Disney adds one further mysterious threat as a potential strategy. Says Disney’s Michael Paull, “We have created some technology that’s in the backend that we will use to understand behavior. And when we see behavior that doesn’t make sense, we have mechanisms that we’ve put in place that will deal with it.” Perhaps they will cross-share user data with other services to mitigate piracy.

A user-centric way to get users to pay more per account or get them to pay for their own account

These businesses are approaching the problem from primarily a monetization perspective, but perhaps they should also revisit how much value they provide per person and how they can provide more value for a person owning an individual account.

Providing more value for a person owning an individual accounts

Users will pay a premium for individual accounts with consumer subscription products when they require increased personalization. I can see that users specifically value increased organization, sole control, and privacy quite highly.

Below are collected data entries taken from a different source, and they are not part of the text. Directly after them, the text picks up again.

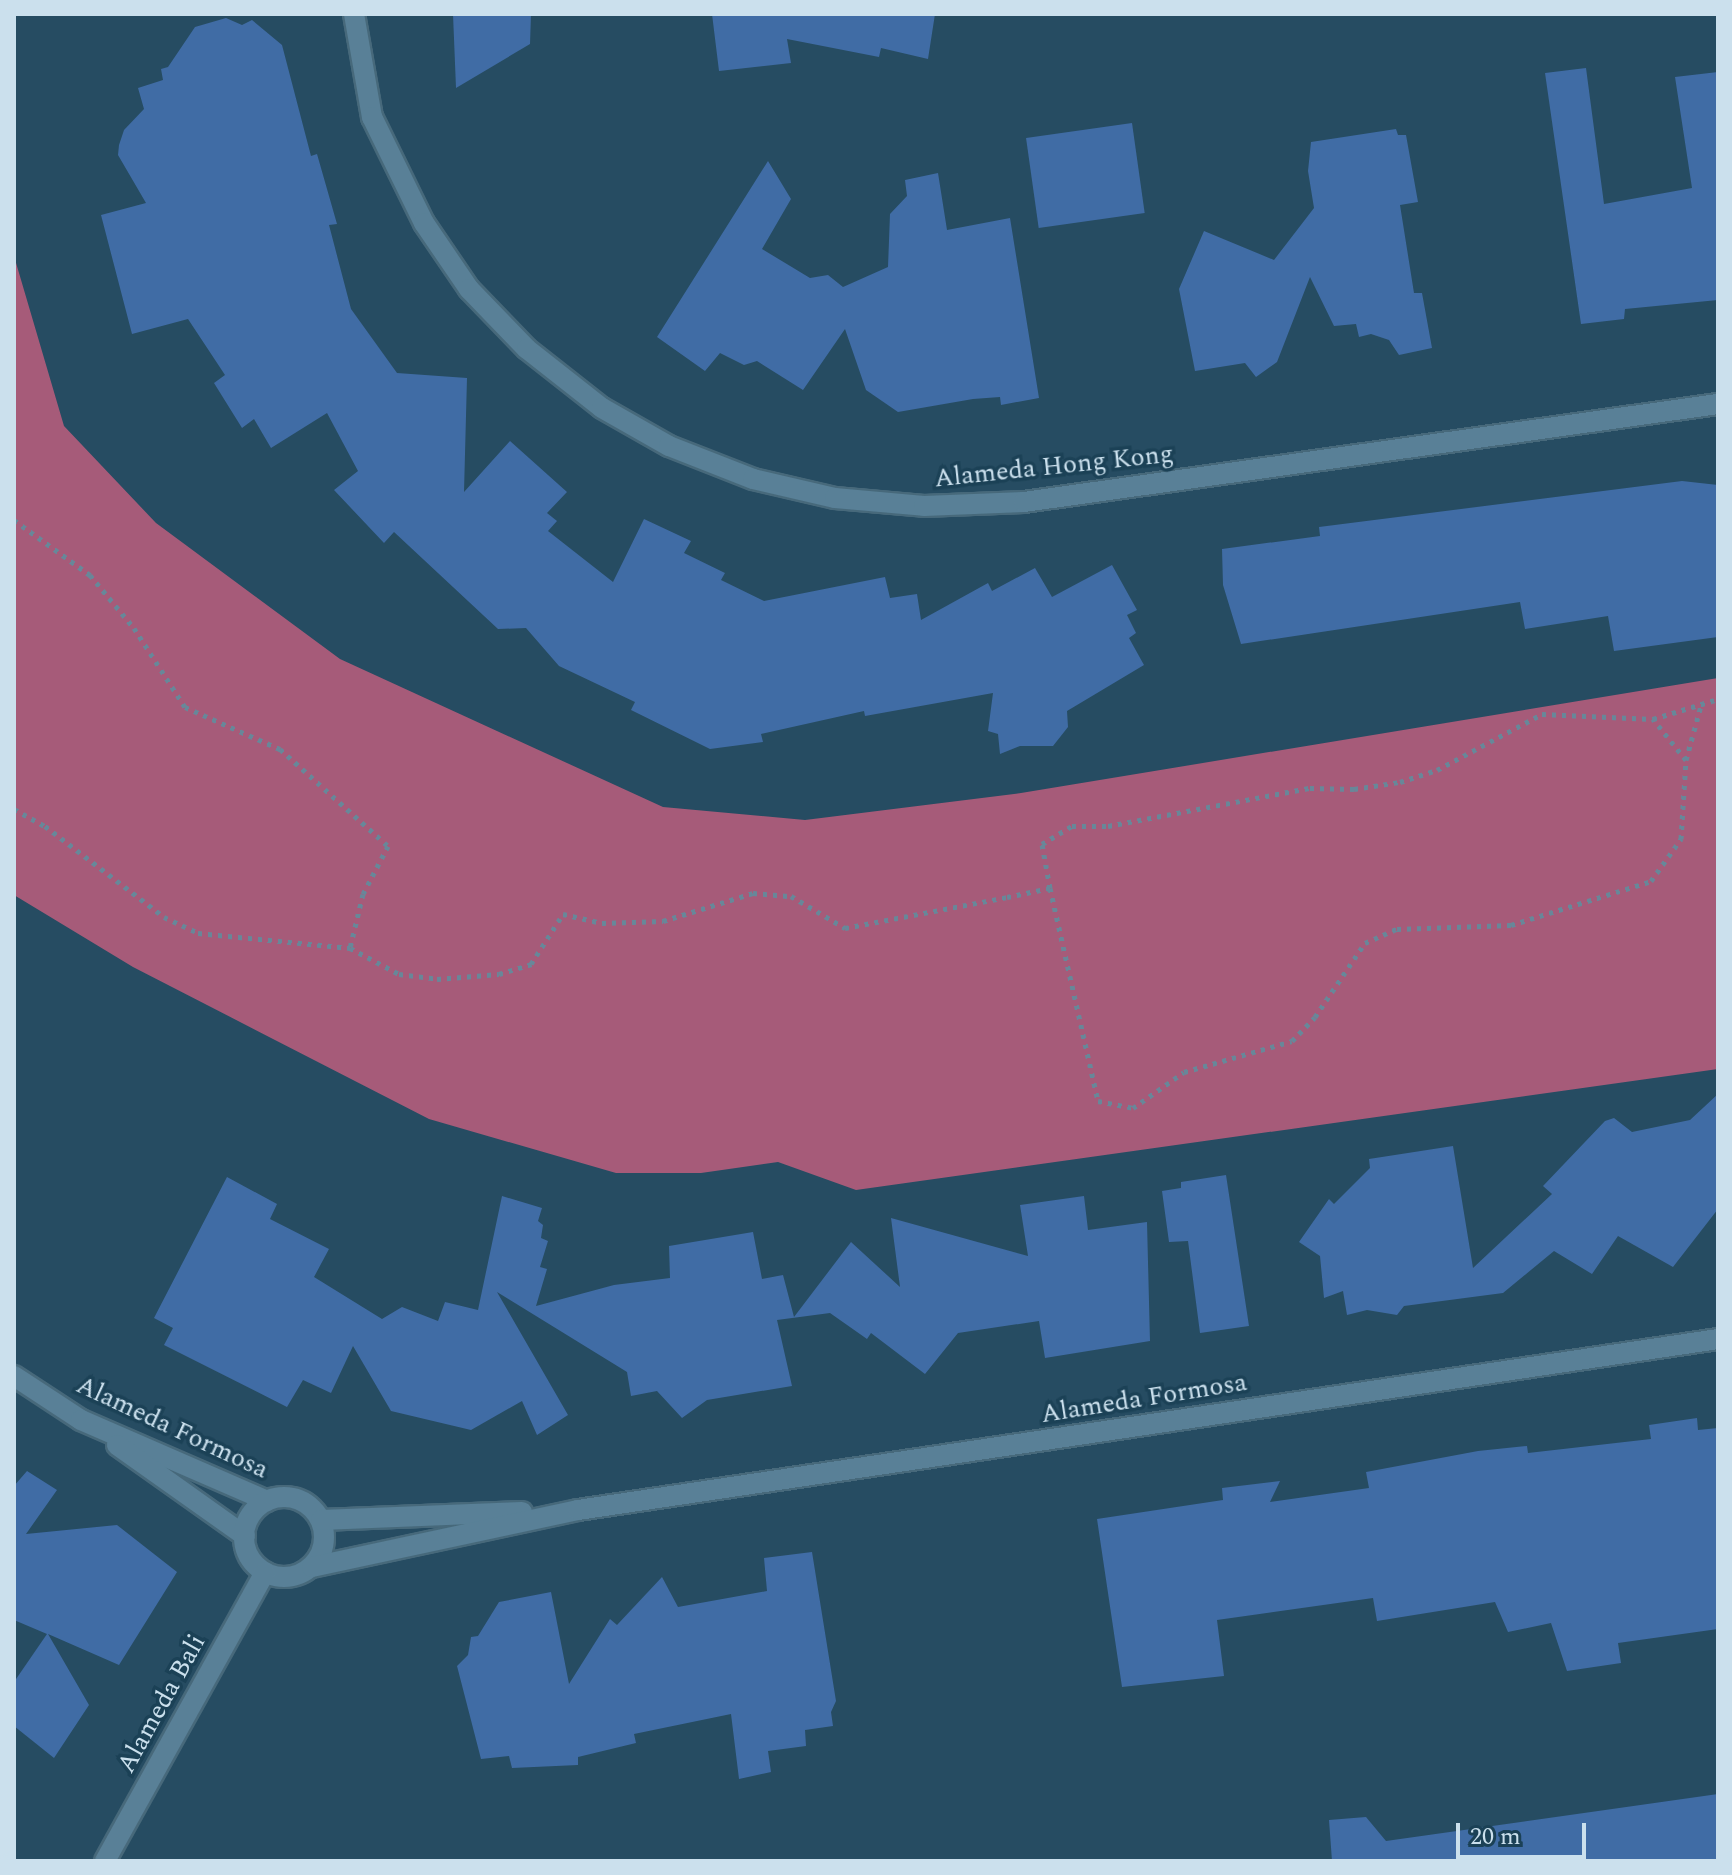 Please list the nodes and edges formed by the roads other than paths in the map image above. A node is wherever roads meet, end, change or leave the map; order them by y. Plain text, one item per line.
1 (354, 14) edge
2 (1718, 404) edge
3 (1718, 1339) edge
4 (14, 1376) edge
5 (81, 1420) junction
6 (267, 1501) junction
7 (578, 1510) junction
8 (321, 1520) junction
9 (245, 1536) junction
10 (312, 1567) junction
11 (265, 1572) junction
12 (105, 1861) edge

1 - 2 street, Alameda Hong Kong
3 - 7 street, Alameda Formosa
4 - 5 street, Alameda Formosa
5 - 6 street, Alameda Formosa
5 - 9 street
6 - 8 street, Alameda Formosa
6 - 9 street, Alameda Formosa
7 - 8 street, Alameda Formosa
7 - 10 street, Alameda Formosa
8 - 10 street
9 - 11 street
10 - 11 street, Alameda Formosa
11 - 12 street, Alameda Bali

  • For example, if two brothers share an Apple iCloud account, one wouldn’t like having the other’s photos (and contacts, and whatever else) all jumbled together with theirs. Users want their photos to be organized, so they’ll pay for their own iCloud.
  • Spotify, as I mentioned earlier, is difficult to share if one listens to music constantly. For Spotify, a user will require full use of the account, since otherwise their music will pause at the another person’s whim.
  • Lastly, privacy is very important for accounts on Amazon Prime and GitHub. Users don’t want anyone to know when they order something embarrassing, or when they write extremely ugly or buggy code.

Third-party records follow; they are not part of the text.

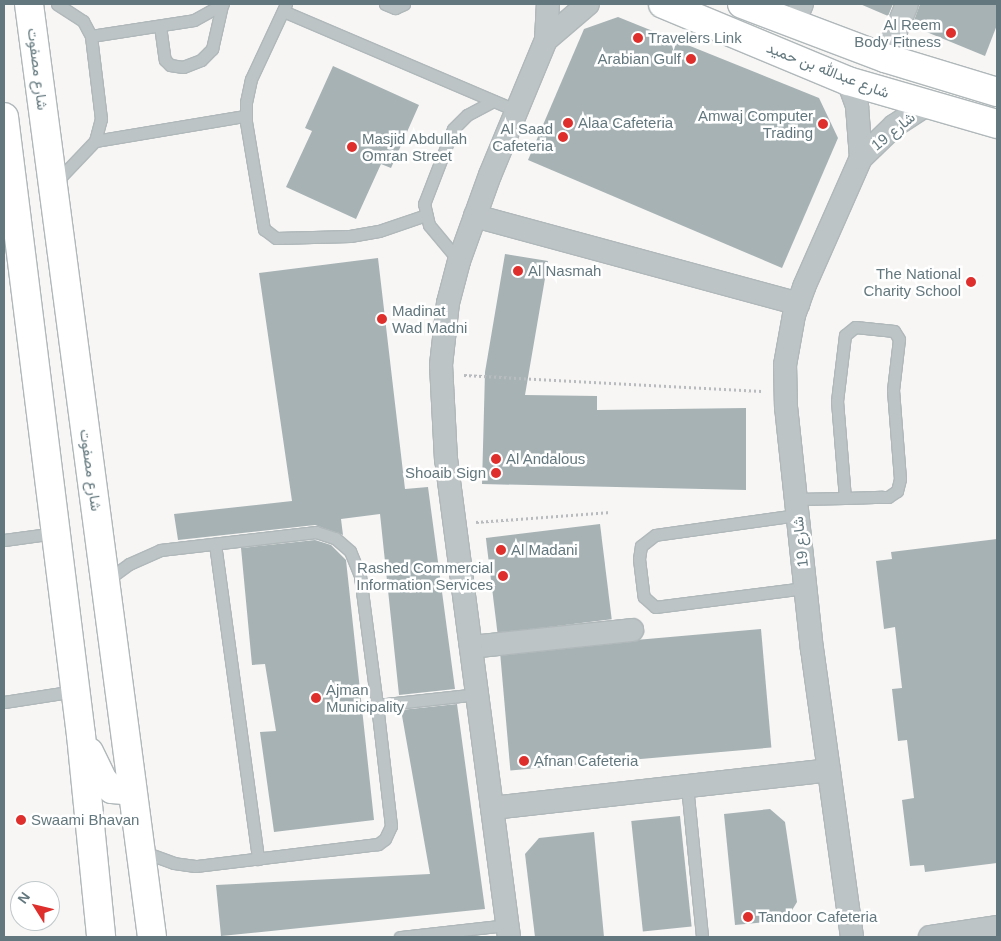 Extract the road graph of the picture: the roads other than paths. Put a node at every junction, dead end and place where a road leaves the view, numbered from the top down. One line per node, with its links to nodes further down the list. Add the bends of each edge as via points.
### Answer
1 (29, 4): 27 (street, شارع مصفوت)
2 (57, 4): 14 (lane, via 83,21)
3 (385, 4): 4 (lane, via 395,8)
4 (404, 4)
5 (548, 4): 15 (street)
6 (588, 4): 15 (street)
7 (662, 4): 17 (street, شارع عبدالله بن حميد)
8 (742, 4): 12 (street, شارع عبدالله بن حميد)
9 (907, 4): 16 (street)
10 (222, 5): 13 (lane, via 194,20); 13 (lane, via 212,49 201,60 183,67 170,65 165,60)
11 (285, 8): 19 (lane); 23 (lane, via 251,80)
12 (798, 14): 16 (street, شارع عبدالله بن حميد)
13 (160, 26): 14 (lane)
14 (91, 36): 25 (lane, via 101,119)
15 (546, 40): 21 (street)
16 (885, 58): 18 (street, شارع عبدالله بن حميد)
17 (848, 81): 20 (street, شارع عبدالله بن حميد); 26 (street, شارع 19, via 860,123)
18 (997, 92)
19 (493, 101): 21 (lane); 29 (lane, via 468,115 453,129 424,204)
20 (926, 106): 24 (street, شارع عبدالله بن حميد); 26 (street, شارع 19, via 894,126)
21 (517, 111): 30 (street)
22 (4, 116): 28 (street)
23 (245, 116): 25 (lane); 29 (lane, via 260,222 276,238 350,236 378,231)
24 (997, 124)
25 (95, 141): 27 (lane)
26 (861, 158): 32 (street, شارع 19)
27 (53, 185): 38 (street, شارع مصفوت)
28 (8, 191): 35 (street)
29 (426, 215): 31 (lane, via 434,233)
30 (475, 216): 31 (street); 32 (street)
31 (459, 261): 41 (street, via 448,303 441,373 446,460)
32 (798, 304): 34 (street, شارع 19, via 788,343 785,392)
33 (845, 498): 33 (lane, via 888,497 900,485 893,390 899,340 894,331 855,327 845,335 837,401); 34 (lane)
34 (796, 507): 39 (street, شارع 19); 39 (lane, via 654,535 640,546 639,559 644,597 655,607)
35 (55, 533): 36 (lane); 42 (street)
36 (4, 540)
37 (215, 544): 38 (lane, via 160,550 129,564); 45 (lane, via 316,532 343,544 350,551 360,576); 52 (lane)
38 (105, 581): 48 (street, شارع مصفوت)
39 (805, 588): 47 (street, شارع 19)
40 (632, 630): 41 (street)
41 (471, 647): 43 (street)
42 (75, 691): 44 (lane); 46 (street)
43 (478, 694): 45 (lane); 50 (street)
44 (4, 702)
45 (376, 705): 52 (lane, via 392,826 385,839 369,846)
46 (81, 735): 48 (street, via 107,786 124,790); 55 (street)
47 (829, 770): 49 (street); 59 (street, شارع 19)
48 (132, 782): 51 (street, شارع مصفوت)
49 (687, 786): 50 (street); 58 (lane)
50 (492, 808): 54 (street)
51 (141, 851): 52 (lane, via 174,864 195,866); 56 (street, شارع مصفوت)
52 (258, 859)
53 (997, 927): 60 (street)
54 (508, 931): 57 (lane)
55 (101, 937)
56 (152, 937)
57 (400, 937)
58 (702, 937)
59 (852, 937)
60 (930, 937)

Streaming companies should take a look at where they can push users to purchase their own accounts by providing features that tap into these user needs. Don’t want your mom to know you’re watching 50 Shades of Gray? Get your own account. Don’t want your friend to mess with your ‘To Watch’ list? Get your own account. Don’t want your streaming or recording interrupted? Get your own account.

Use technology as a guardrail

Lastly, turn to technology as a guardrail. Put plans in terms of hours of TV watched per account, or strip-down your on-demand TV offerings and ask users to spend credits to choose to record other TV shows in advance. Offer micro-subscriptions for those who only want access to your horror movie archives. Force users to provide a one-time password from an email or phone number every time they log in. Technology restrictions are the most destructive to the consumer’s experience and are likely to cause churn, so this should be a company’s last choice.

It is easy to pick on media companies like Netflix and Amazon, especially given the companies’ stock prices recent movements. However, all subscription-based consumer businesses should be in high-alert mode and looking to increase the value they provide for an individual subscription.